Requirement
Scan the records for "lists". Show the matching lines.

The data
:::::

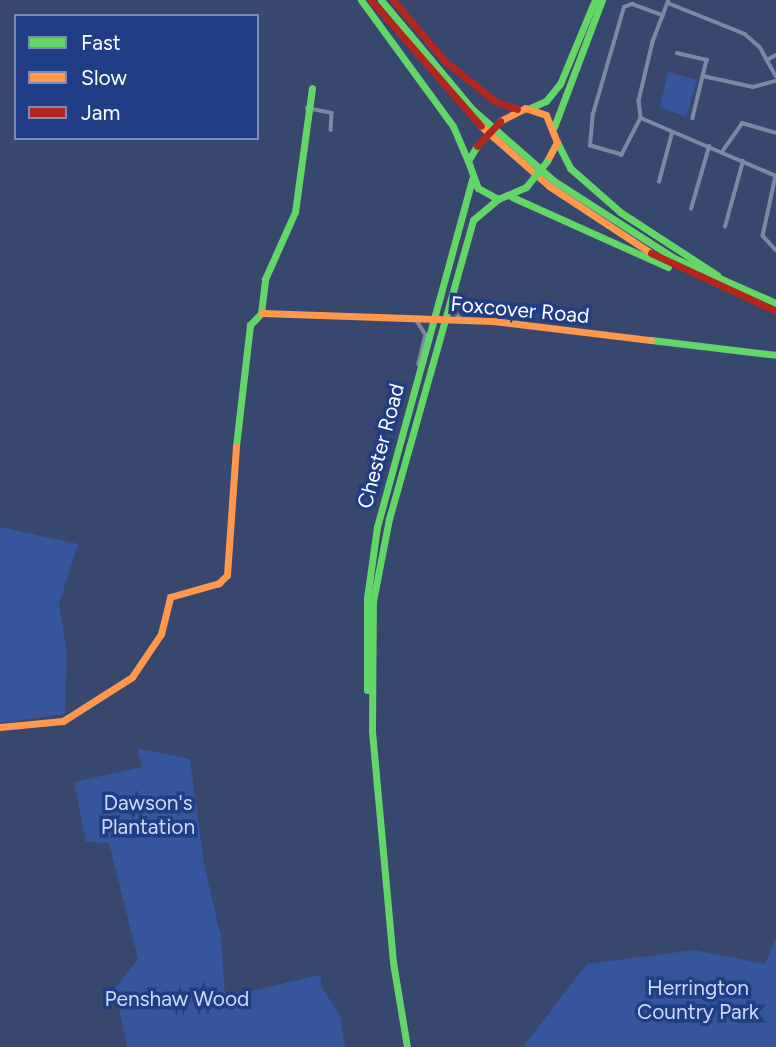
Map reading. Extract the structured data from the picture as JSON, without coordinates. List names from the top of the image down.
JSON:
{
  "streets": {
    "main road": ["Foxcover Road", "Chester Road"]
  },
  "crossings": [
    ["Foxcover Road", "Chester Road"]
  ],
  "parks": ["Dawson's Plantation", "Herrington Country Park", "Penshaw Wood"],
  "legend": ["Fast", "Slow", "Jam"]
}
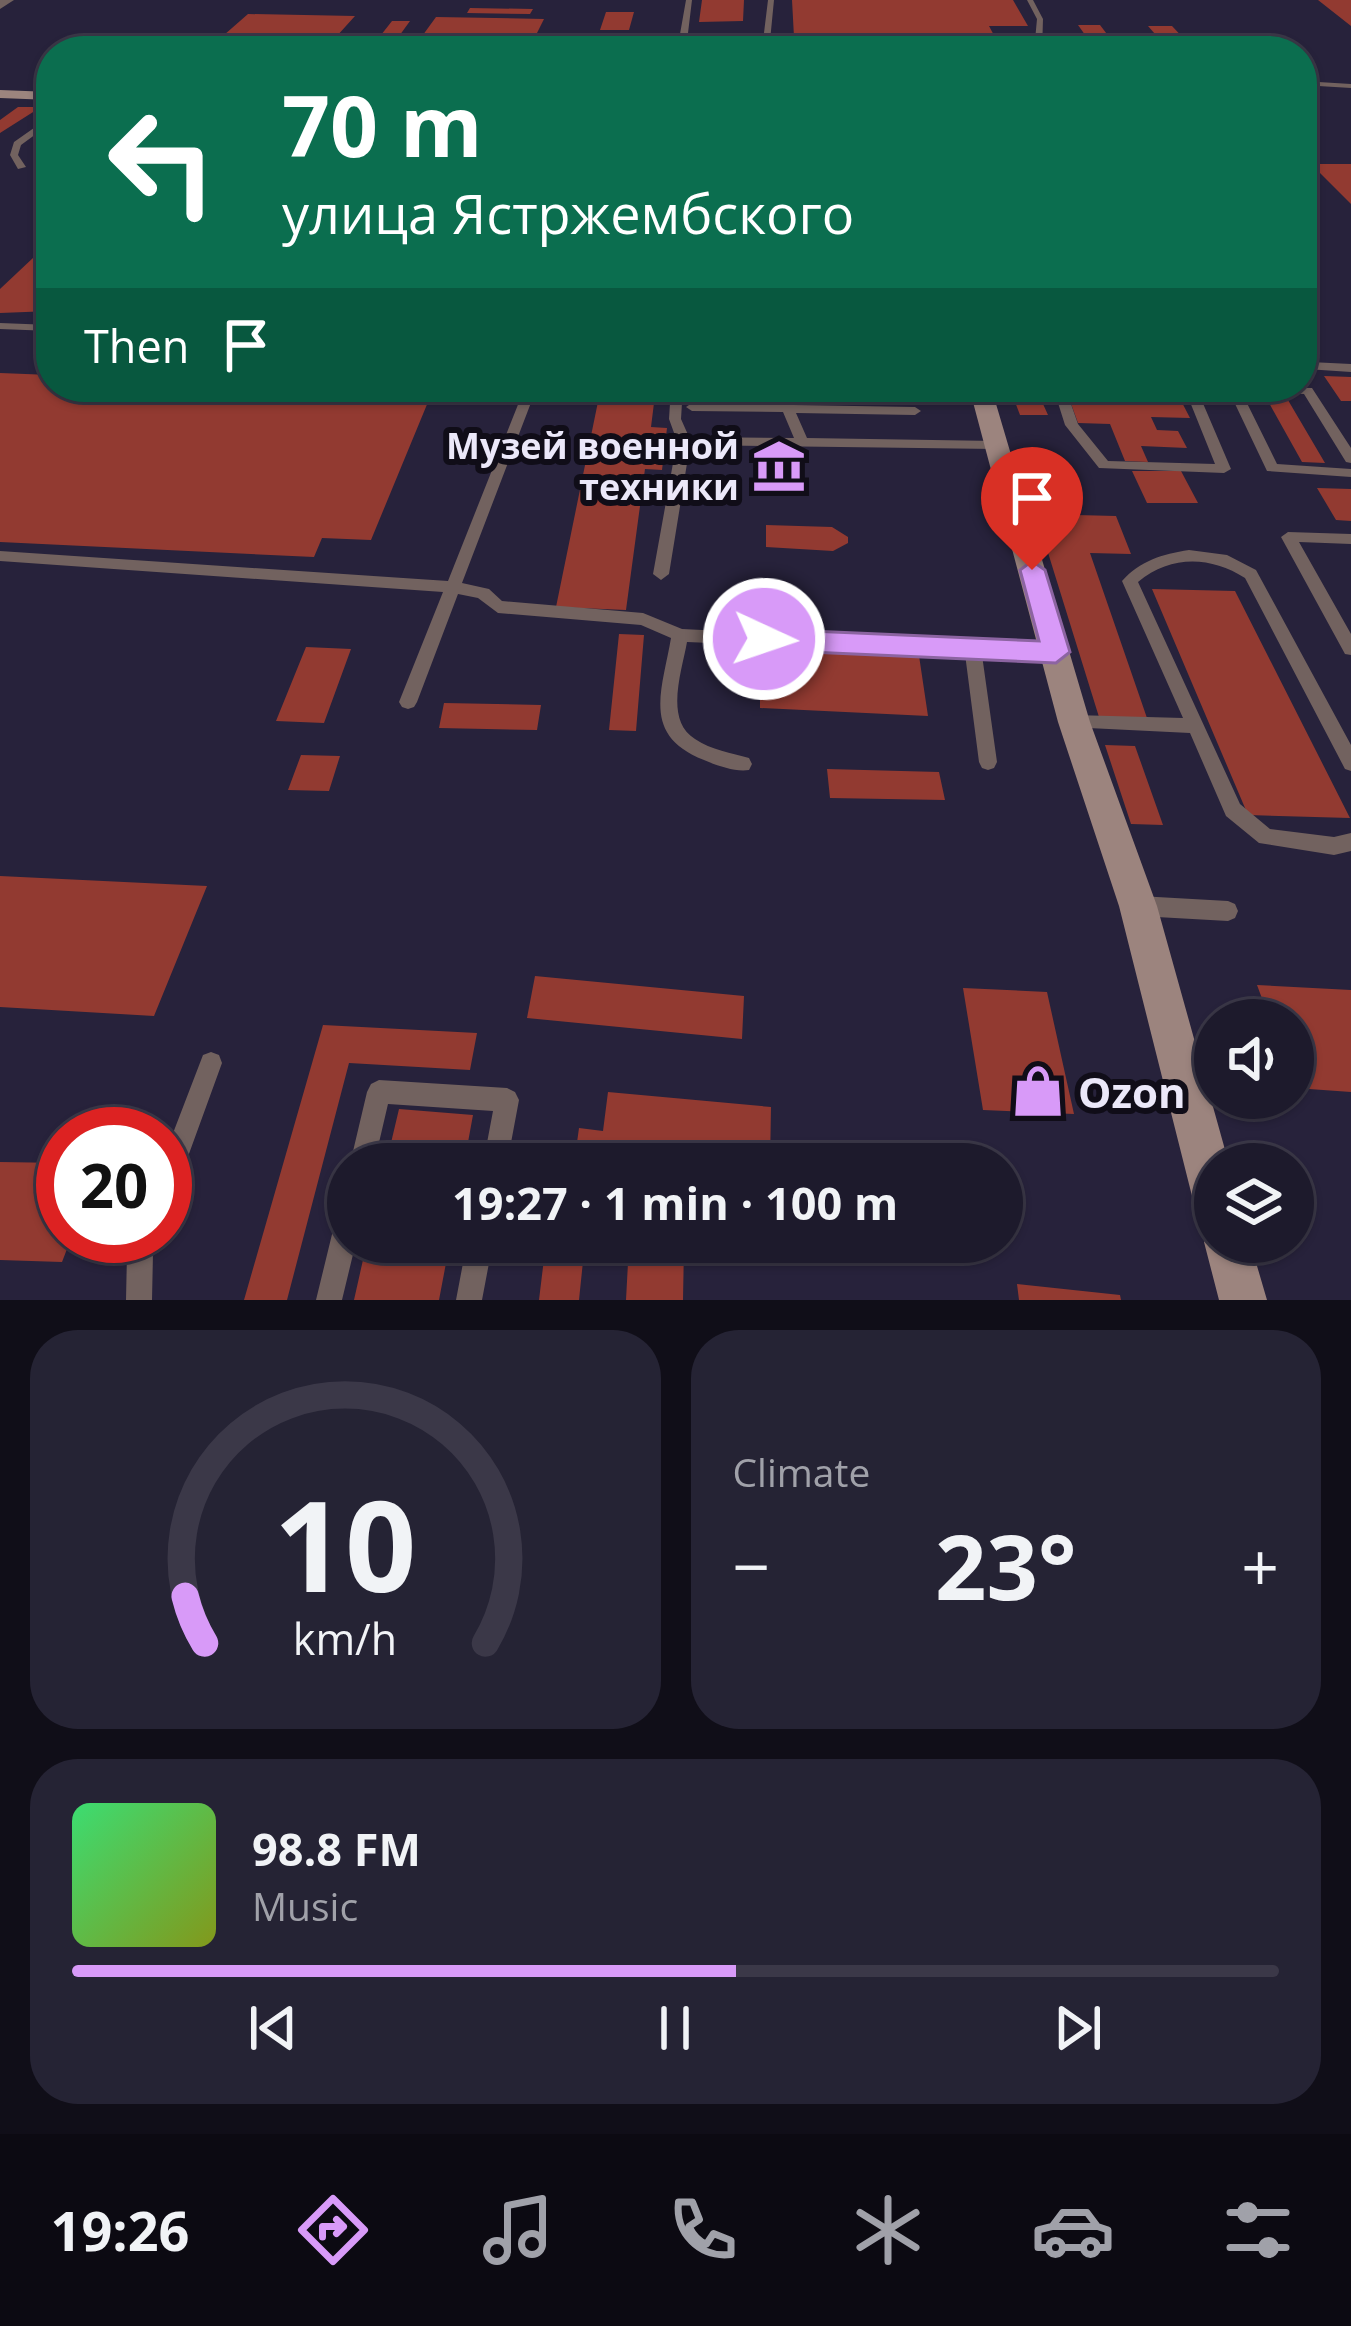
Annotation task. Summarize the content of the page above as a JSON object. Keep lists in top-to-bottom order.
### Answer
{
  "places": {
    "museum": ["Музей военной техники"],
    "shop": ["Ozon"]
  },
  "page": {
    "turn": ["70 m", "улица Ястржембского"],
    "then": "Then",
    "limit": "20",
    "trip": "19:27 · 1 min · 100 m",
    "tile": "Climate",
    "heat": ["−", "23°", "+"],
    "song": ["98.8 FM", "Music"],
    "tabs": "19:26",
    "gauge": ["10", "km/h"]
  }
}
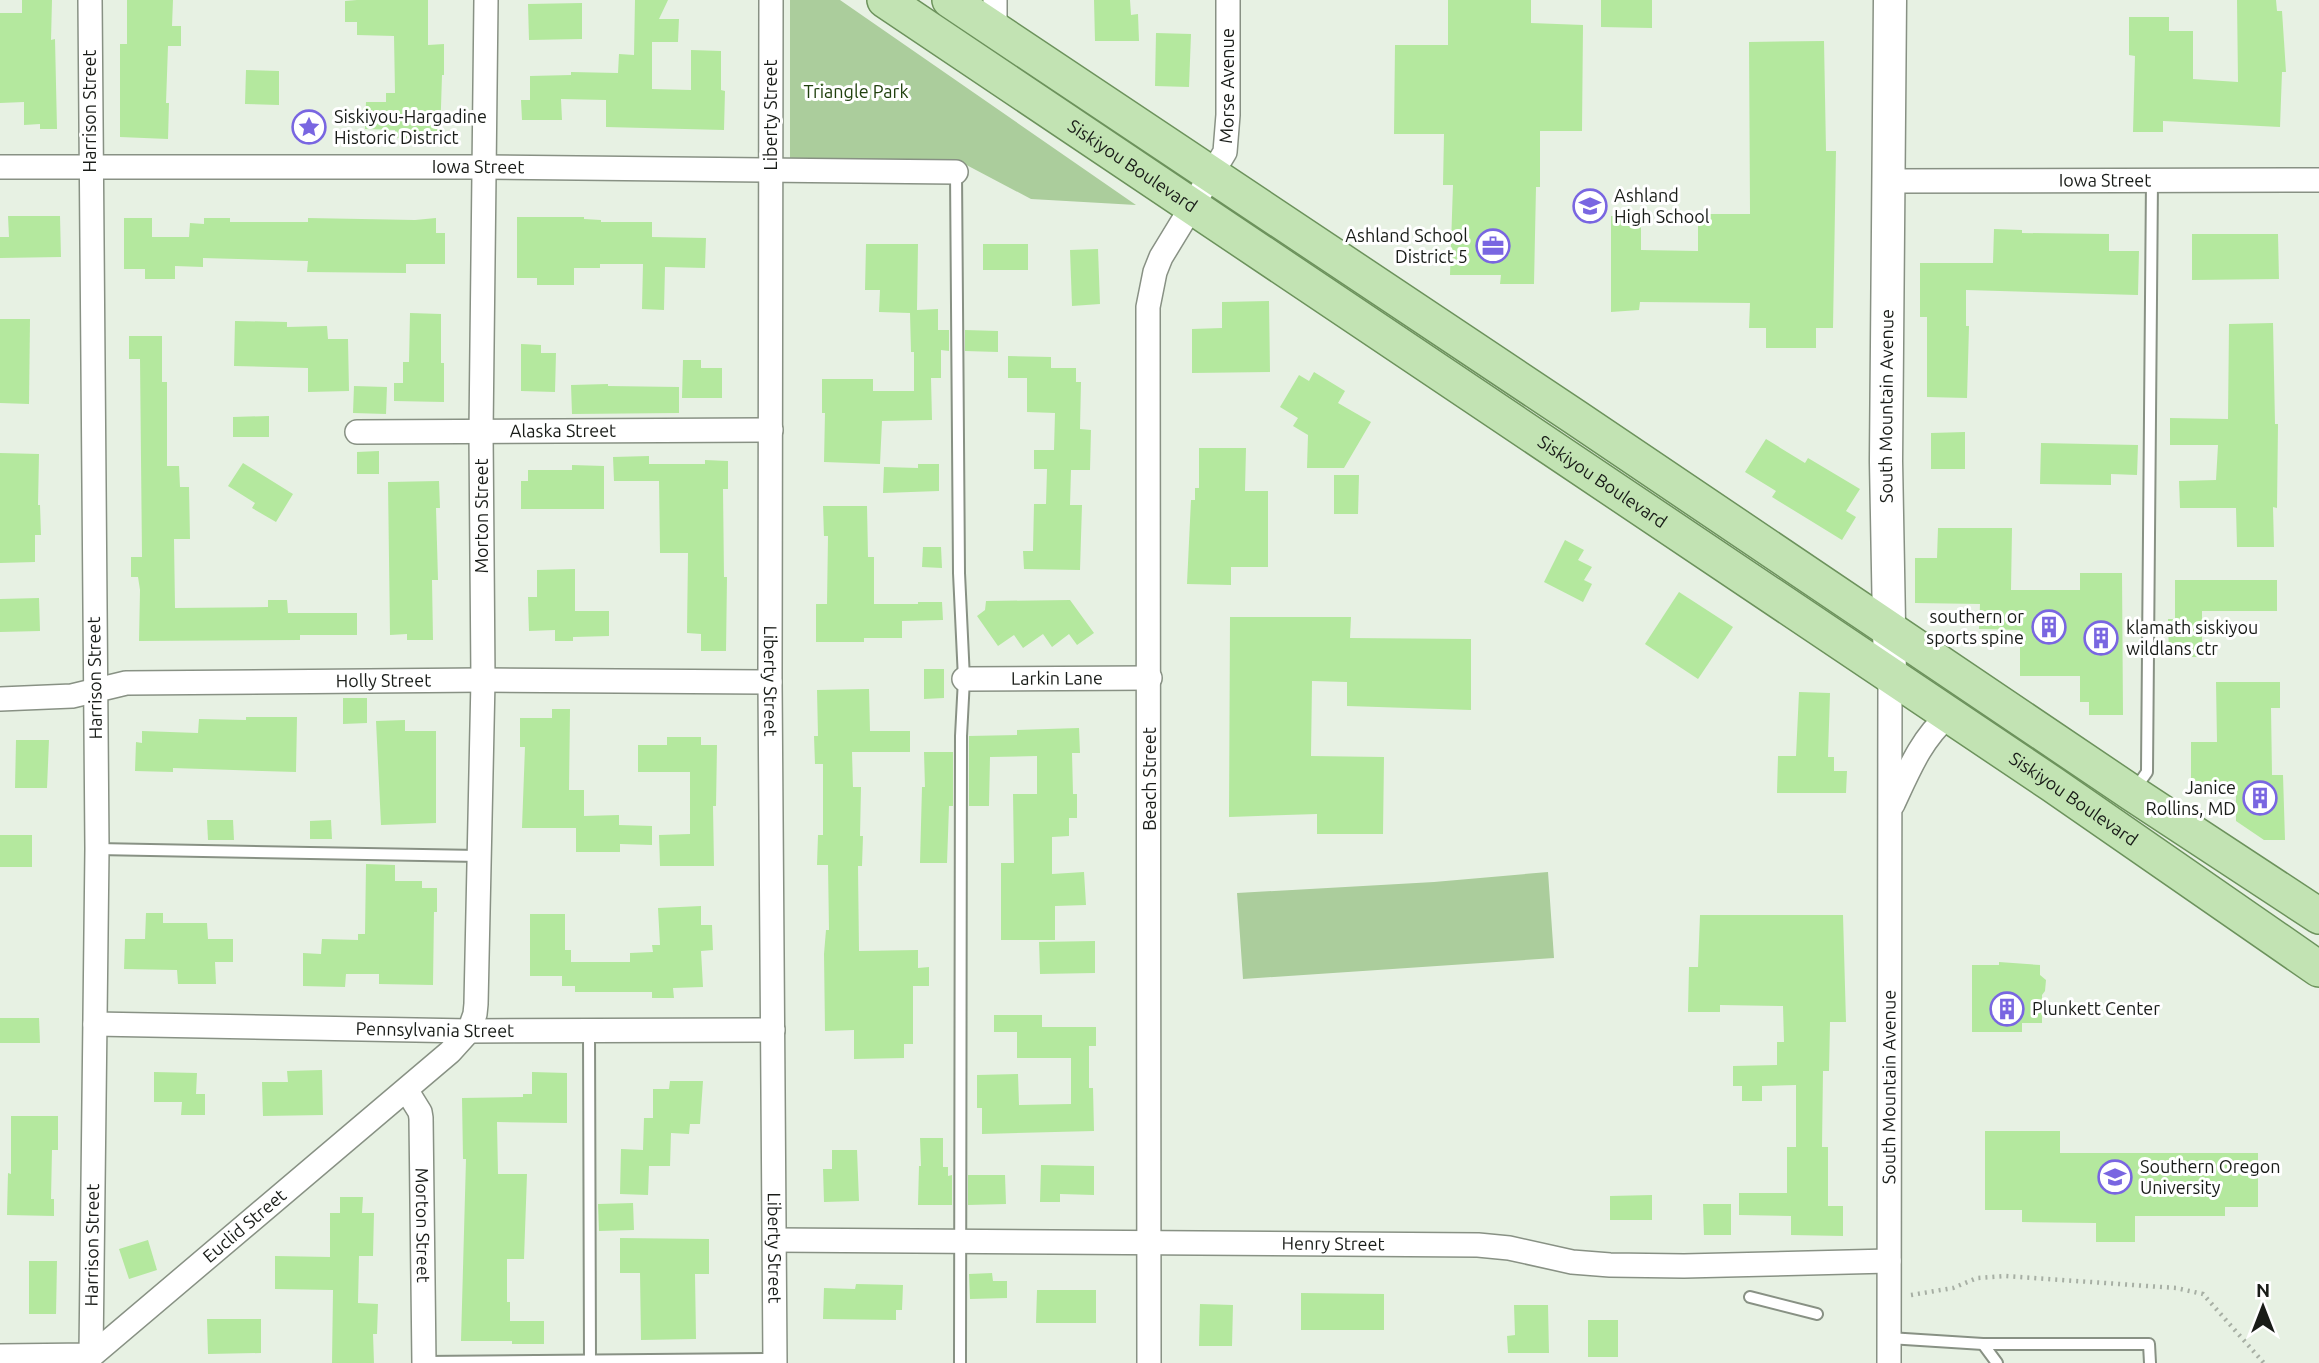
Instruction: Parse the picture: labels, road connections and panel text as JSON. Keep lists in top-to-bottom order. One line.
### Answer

:::::

Output for this exercise
Annotation task. Summarize the content of the page above as a JSON object. Keep lists in top-to-bottom order.
Instruction: Parse the picture: labels, road connections and panel text as JSON. Keep lists in top-to-bottom order. One line.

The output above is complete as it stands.